Data:
>>>>

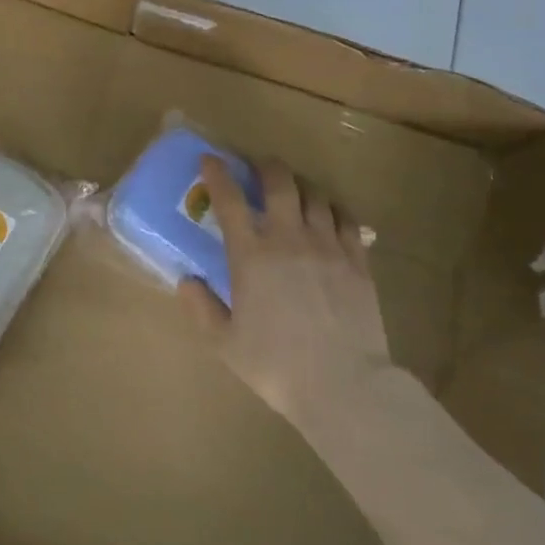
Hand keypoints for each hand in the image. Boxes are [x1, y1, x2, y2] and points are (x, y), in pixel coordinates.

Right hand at [180, 156, 391, 430]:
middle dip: (266, 166)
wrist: (344, 385)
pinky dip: (333, 209)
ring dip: (300, 186)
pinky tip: (329, 216)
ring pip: (315, 195)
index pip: (230, 200)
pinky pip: (346, 219)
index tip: (210, 159)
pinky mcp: (357, 260)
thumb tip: (186, 281)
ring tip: (294, 191)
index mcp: (251, 256)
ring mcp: (328, 246)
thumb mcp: (225, 343)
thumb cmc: (276, 366)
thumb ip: (202, 308)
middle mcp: (289, 239)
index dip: (218, 174)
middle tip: (258, 167)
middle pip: (280, 182)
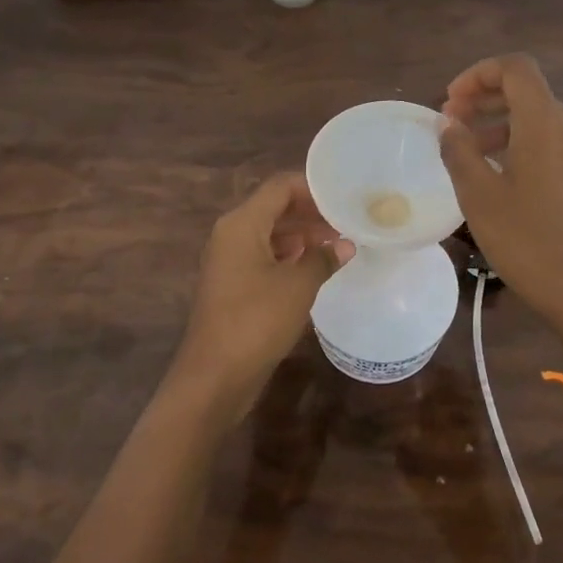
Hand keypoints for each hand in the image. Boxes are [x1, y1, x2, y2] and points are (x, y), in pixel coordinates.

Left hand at [167, 173, 350, 418]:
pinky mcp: (233, 285)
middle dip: (311, 213)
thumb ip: (323, 258)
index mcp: (241, 224)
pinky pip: (264, 257)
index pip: (280, 187)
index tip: (344, 197)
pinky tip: (315, 269)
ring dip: (302, 236)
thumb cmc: (256, 320)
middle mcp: (231, 235)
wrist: (215, 375)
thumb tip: (345, 245)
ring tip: (338, 245)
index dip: (313, 188)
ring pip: (270, 234)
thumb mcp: (298, 286)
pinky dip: (289, 257)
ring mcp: (229, 261)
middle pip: (274, 208)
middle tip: (347, 222)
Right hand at [439, 55, 562, 352]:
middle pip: (527, 92)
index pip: (515, 69)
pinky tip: (497, 175)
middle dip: (484, 99)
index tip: (450, 102)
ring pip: (537, 119)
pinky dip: (519, 144)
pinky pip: (550, 143)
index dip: (478, 74)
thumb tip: (448, 124)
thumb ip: (459, 151)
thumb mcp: (479, 197)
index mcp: (545, 123)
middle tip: (450, 124)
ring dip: (498, 123)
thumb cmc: (528, 241)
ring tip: (467, 151)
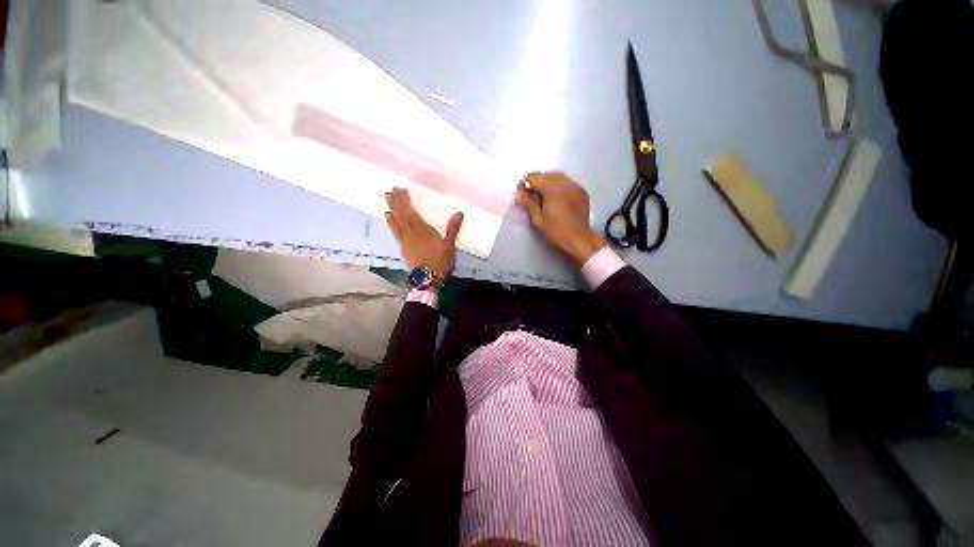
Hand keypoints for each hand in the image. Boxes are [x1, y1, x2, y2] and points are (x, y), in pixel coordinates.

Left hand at [385, 187, 463, 280]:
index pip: (411, 212)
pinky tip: (388, 218)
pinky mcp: (403, 248)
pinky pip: (395, 232)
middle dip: (396, 202)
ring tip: (386, 199)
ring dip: (391, 209)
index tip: (400, 189)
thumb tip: (460, 212)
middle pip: (401, 215)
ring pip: (396, 222)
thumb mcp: (449, 245)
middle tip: (389, 190)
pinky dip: (391, 223)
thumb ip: (453, 228)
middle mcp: (411, 233)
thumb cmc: (440, 262)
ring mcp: (405, 240)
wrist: (427, 279)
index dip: (405, 200)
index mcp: (423, 230)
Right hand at [517, 171, 607, 265]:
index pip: (533, 177)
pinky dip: (559, 187)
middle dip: (536, 183)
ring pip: (557, 177)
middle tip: (530, 196)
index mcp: (551, 187)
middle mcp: (564, 182)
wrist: (579, 239)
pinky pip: (567, 183)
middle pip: (546, 175)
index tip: (520, 194)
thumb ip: (528, 203)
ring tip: (543, 197)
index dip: (524, 184)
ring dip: (548, 183)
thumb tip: (520, 194)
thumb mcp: (538, 218)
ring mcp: (575, 186)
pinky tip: (556, 198)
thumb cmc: (556, 231)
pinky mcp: (582, 192)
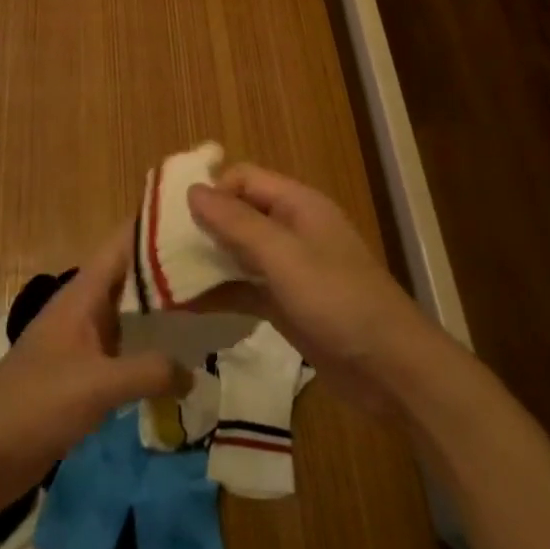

<<<<

Task statement: Reprint exactly the lines above that start at the one with "pinky dip: (391, 223)" and end at the one with "ring mcp: (575, 186)", keeping both and adding none.

Written answer:
pinky dip: (391, 223)
thumb ip: (453, 228)
middle mcp: (411, 233)
thumb cmc: (440, 262)
ring mcp: (405, 240)
wrist: (427, 279)
index dip: (405, 200)
index mcp: (423, 230)
Right hand at [517, 171, 607, 265]:
index pip: (533, 177)
pinky dip: (559, 187)
middle dip: (536, 183)
ring pip: (557, 177)
middle tip: (530, 196)
index mcp: (551, 187)
middle mcp: (564, 182)
wrist: (579, 239)
pinky pip: (567, 183)
middle pip: (546, 175)
index tip: (520, 194)
thumb ip: (528, 203)
ring tip: (543, 197)
index dip: (524, 184)
ring dip: (548, 183)
thumb tip: (520, 194)
thumb mcp: (538, 218)
ring mcp: (575, 186)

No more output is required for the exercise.